La visione rarefatta: il connubio tra arte e moda

0
54

Articolo di Salvatore Sarcona

È sempre difficile scrivere qualcosa sul mondo della moda. Il suo raccontarsi, mostrasi, scoprirsi recentemente si è trasformato più nell’eventificio dell’oggetto, nella mera pubblicità al prodotto che nella sua evocazione più autentica e rarefatta della sua essenza. Per me la moda è sempre stata un raccontare se stessi, evocando i posti che si è visti, i luoghi visitati, gli odori percepiti, le emozioni sentite; uno storytelling personale che si offre in una società sempre più connessa in un mondo che tra strilli digitali punta soltanto ai click e ai followers.
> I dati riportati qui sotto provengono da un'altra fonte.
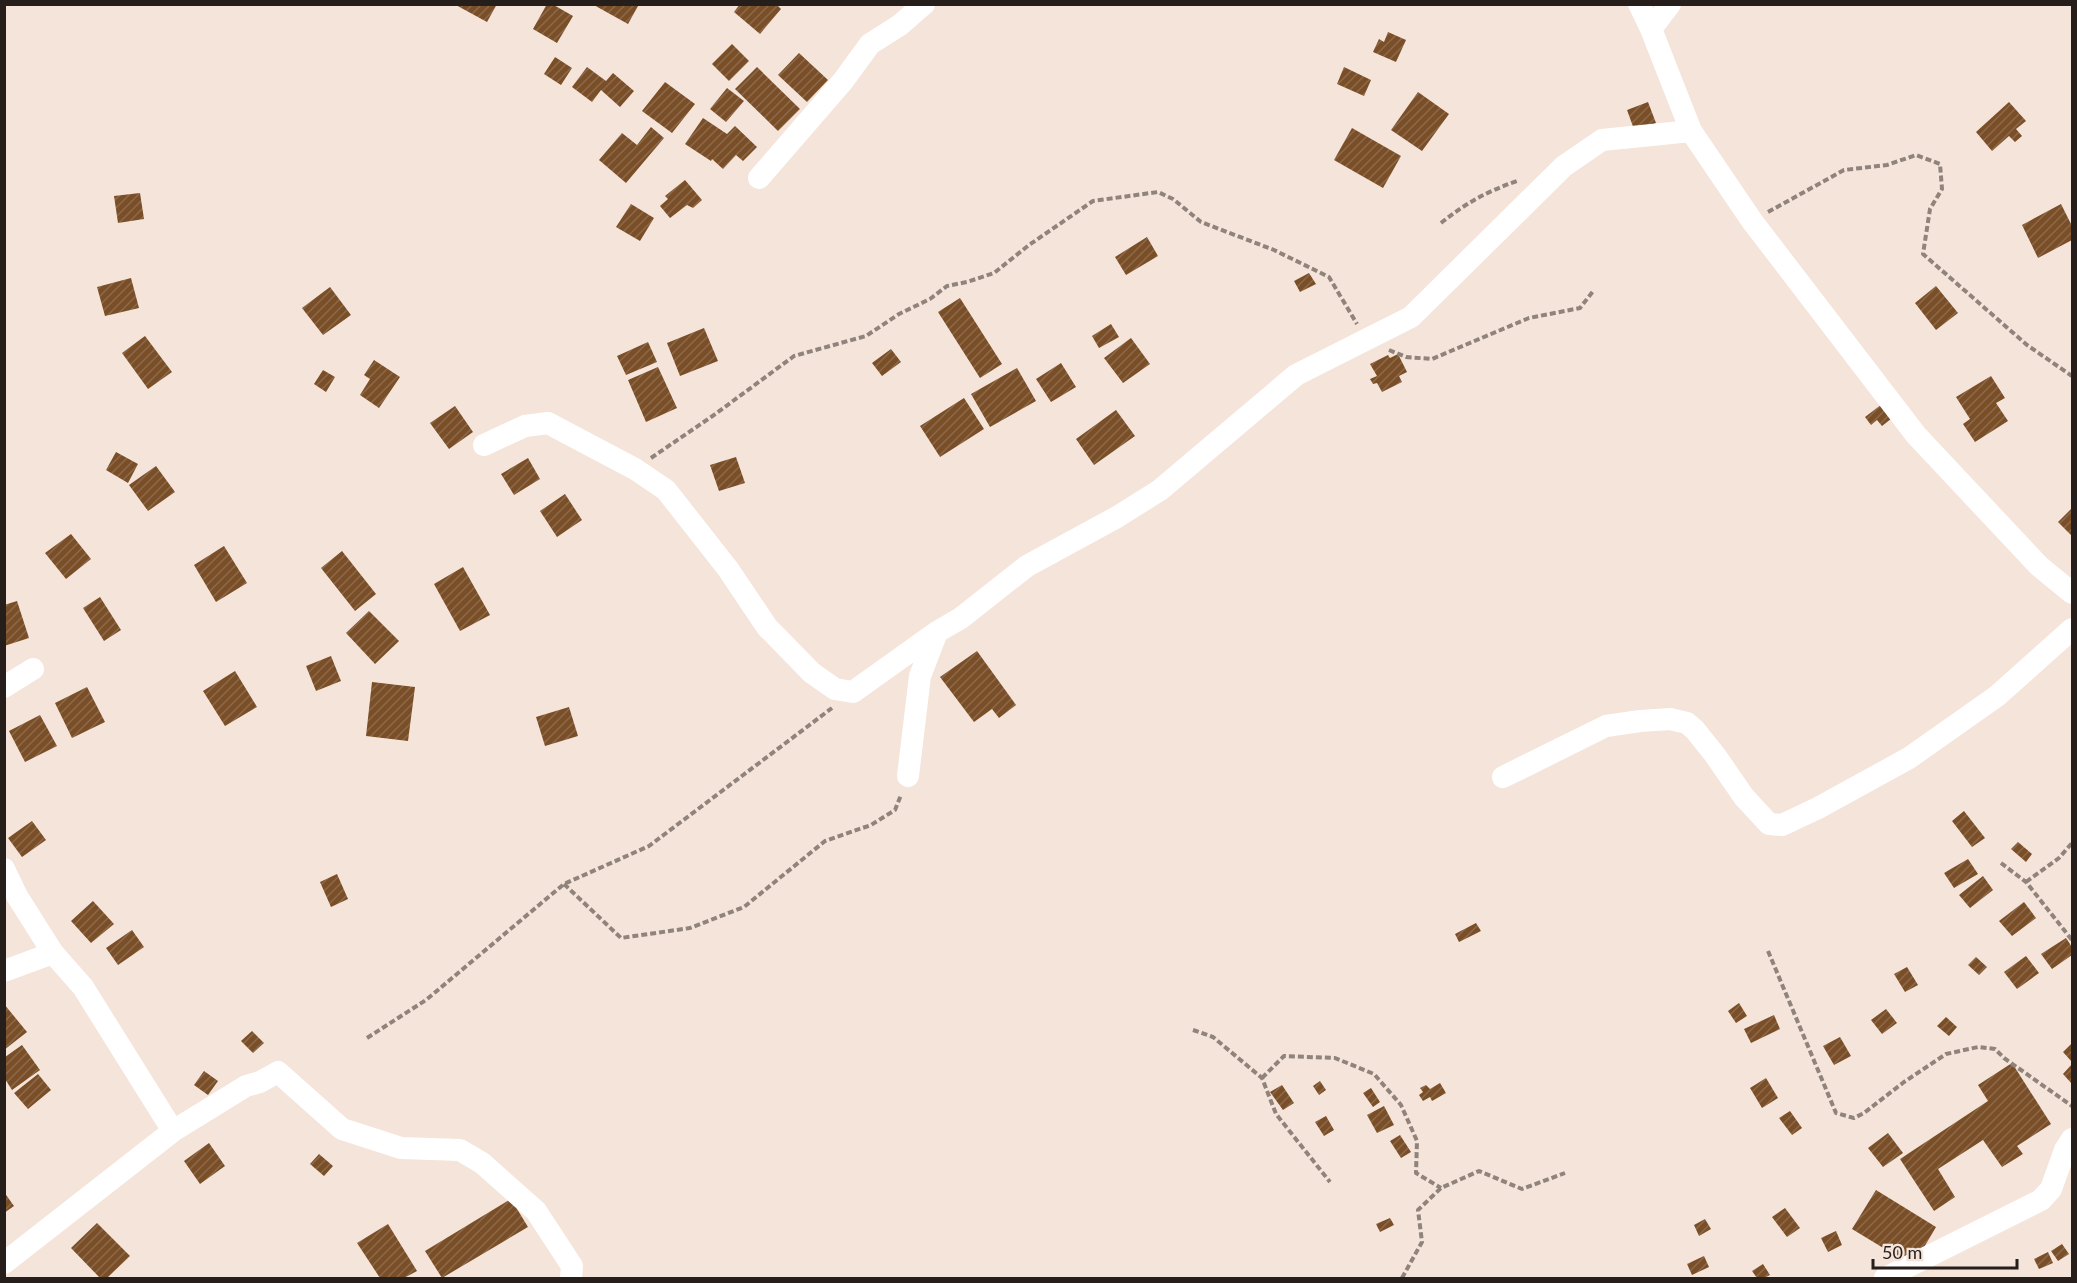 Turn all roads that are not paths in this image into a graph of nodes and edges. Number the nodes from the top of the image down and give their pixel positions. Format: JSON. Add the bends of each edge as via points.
{"nodes":[{"id":1,"x":924,"y":4,"type":"edge"},
{"id":2,"x":1640,"y":4,"type":"edge"},
{"id":3,"x":1670,"y":4,"type":"edge"},
{"id":4,"x":1651,"y":29,"type":"junction"},
{"id":5,"x":1691,"y":131,"type":"junction"},
{"id":6,"x":759,"y":178,"type":"dead end"},
{"id":7,"x":484,"y":445,"type":"dead end"},
{"id":8,"x":2073,"y":594,"type":"edge"},
{"id":9,"x":2073,"y":629,"type":"edge"},
{"id":10,"x":937,"y":632,"type":"junction"},
{"id":11,"x":33,"y":669,"type":"dead end"},
{"id":12,"x":4,"y":687,"type":"edge"},
{"id":13,"x":908,"y":777,"type":"road end"},
{"id":14,"x":1503,"y":777,"type":"dead end"},
{"id":15,"x":4,"y":869,"type":"edge"},
{"id":16,"x":53,"y":953,"type":"junction"},
{"id":17,"x":4,"y":971,"type":"edge"},
{"id":18,"x":173,"y":1131,"type":"junction"},
{"id":19,"x":2073,"y":1139,"type":"edge"},
{"id":20,"x":4,"y":1263,"type":"edge"},
{"id":21,"x":571,"y":1278,"type":"edge"},
{"id":22,"x":1886,"y":1278,"type":"edge"}],
"edges":[{"from":1,"to":6,"type":"street","via":[[870,44]]},
{"from":2,"to":4,"type":"street"},
{"from":3,"to":4,"type":"street"},
{"from":4,"to":5,"type":"street"},
{"from":5,"to":8,"type":"street","via":[[1752,221],[1916,435],[2039,566]]},
{"from":5,"to":10,"type":"street","via":[[1602,140],[1564,166],[1411,317],[1296,375],[1160,490],[1027,566]]},
{"from":7,"to":10,"type":"street","via":[[525,426],[548,423],[666,490],[767,627],[812,673],[835,689],[853,692]]},
{"from":9,"to":14,"type":"street","via":[[1997,696],[1909,758],[1782,825],[1769,824],[1687,723],[1670,719],[1606,726]]},
{"from":10,"to":13,"type":"street","via":[[920,676]]},
{"from":11,"to":12,"type":"street"},
{"from":15,"to":16,"type":"street"},
{"from":16,"to":17,"type":"street"},
{"from":16,"to":18,"type":"street","via":[[83,987]]},
{"from":18,"to":20,"type":"street"},
{"from":18,"to":21,"type":"street","via":[[246,1086],[278,1072],[342,1129],[401,1148],[460,1150],[482,1163],[536,1210],[572,1266]]},
{"from":19,"to":22,"type":"street","via":[[2051,1189],[2041,1200]]}]} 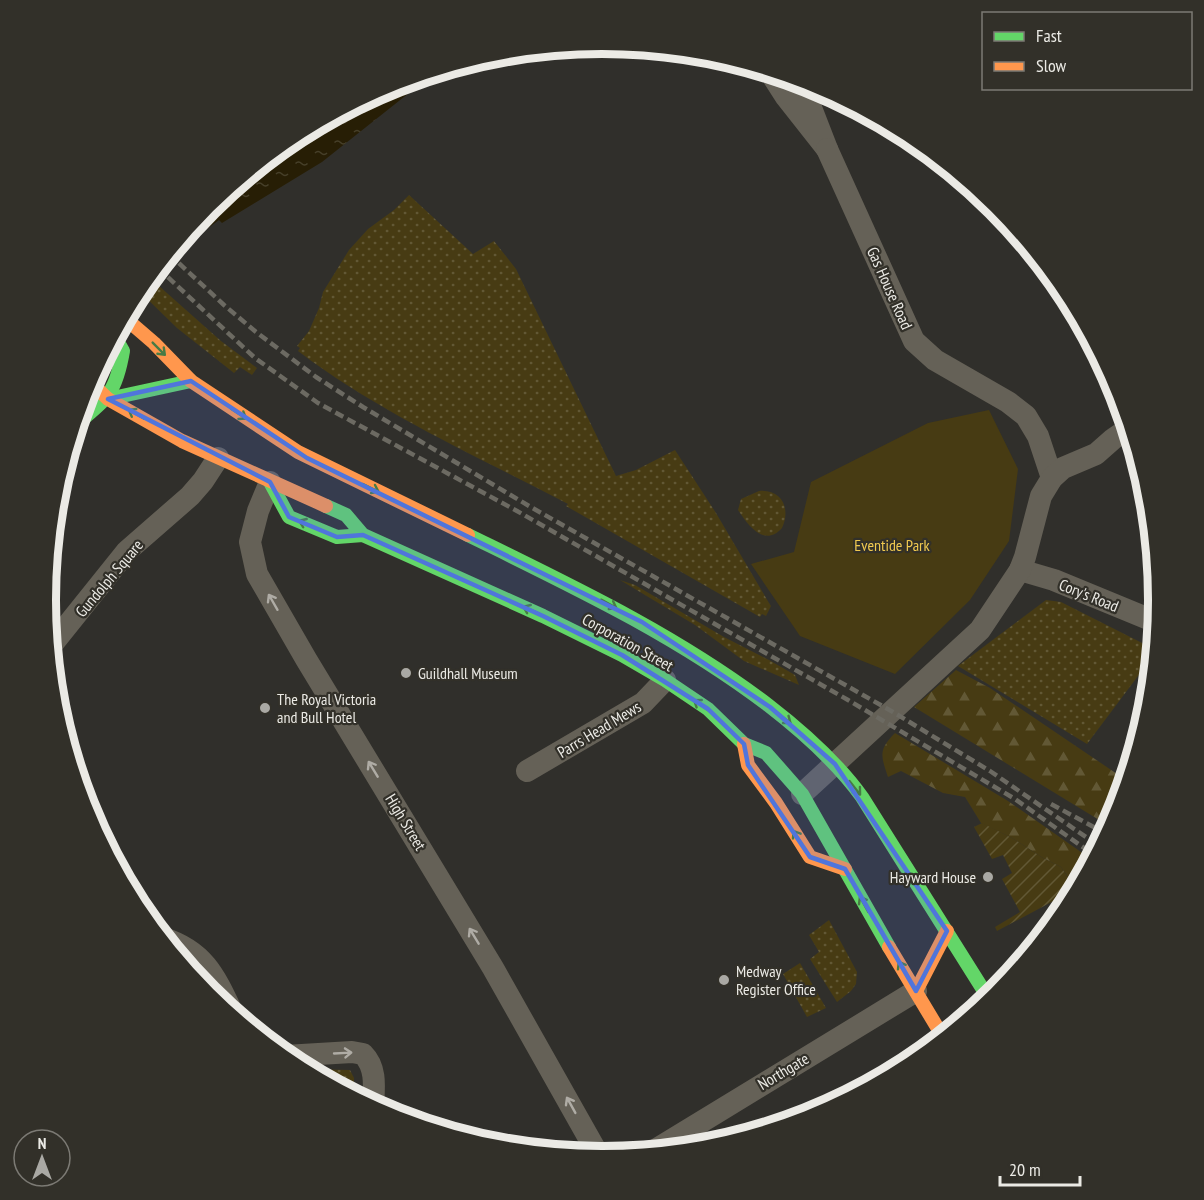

L’obiettivo di questa rubrica invece è questo: voler far emergere le testimonianze, i resoconti, le connessioni nascoste o più visibili tra la narrazione di se stessi e dell’enorme fashion system. L’evocazione di cui tratterò adesso sarà una suggestione molto ampia, che è sempre piaciuta parecchio al mondo della moda, il suo volersi mescolare e lasciarsi ispirare da qualcosa ancora più sempiterno: l’arte. Il legame tra arte e moda è sempre stato stretto. Il fenomeno non è difficile da capire: le arti figurative si sono sempre influenzate a vicenda e il mondo della moda, sempre più votato alla vendita più serrata, ha capito che attraverso l’arte, non solo trova fonte d’ispirazione, ma può anche elevare la narrazione dei propri brand ben al di là della semplice vendita.

(Maison Margiela haute couture spring summer 2019)

Rimarrà nella storia dell’arte e in quella della moda il famoso vestito aragosta ideato e disegnato da Elsa Schiaparelli e da Salvador Dalì (artista che si è sempre dimenato tra le varie arti visive, la più nota sicuramente la collaborazione a quattro mani con il regista Luis Buñuel nel “Un chien andalou”, film chiave per la nascita di un cinema che faceva dei fotogrammi dei reperti di puro surrealismo). Meno epiche, ma non meno evocative, anche nelle ultime sfilate della couture si sono visti esempi degni di nota del legame arte-moda.

Sicuramente il Gran Mestro John Galliano ha preso a piene mani dal mondo dell’arte contemporanea ispirazione per la collezione haute couture primavera estate 2019 di Maison Margiela Artisanal: colori accecanti che ricordano le tinte primordiali di Keith Haring, con picchi di blu dati dai finti barboncini che arricchivano la passerella, un blu di gradazione Yves Klein, che il celebre artista creò nel 1956, un oltremare saturo e luminoso che fece che unica immagine nel celebre film-testamento del mai troppo compianto regista Derek Jarman. Volumi smisurati, piume che escono da ogni dove, abiti che sembrano accalcarsi e mescolarsi sulla figura umana, tessuti spaziali sono ciò che lo stesso Galliano ha definito specchio di un’arte decadente, dove la decadenza sta nell’eccesso, una visione dove tessuto e colore collassano in un tsunami visivo.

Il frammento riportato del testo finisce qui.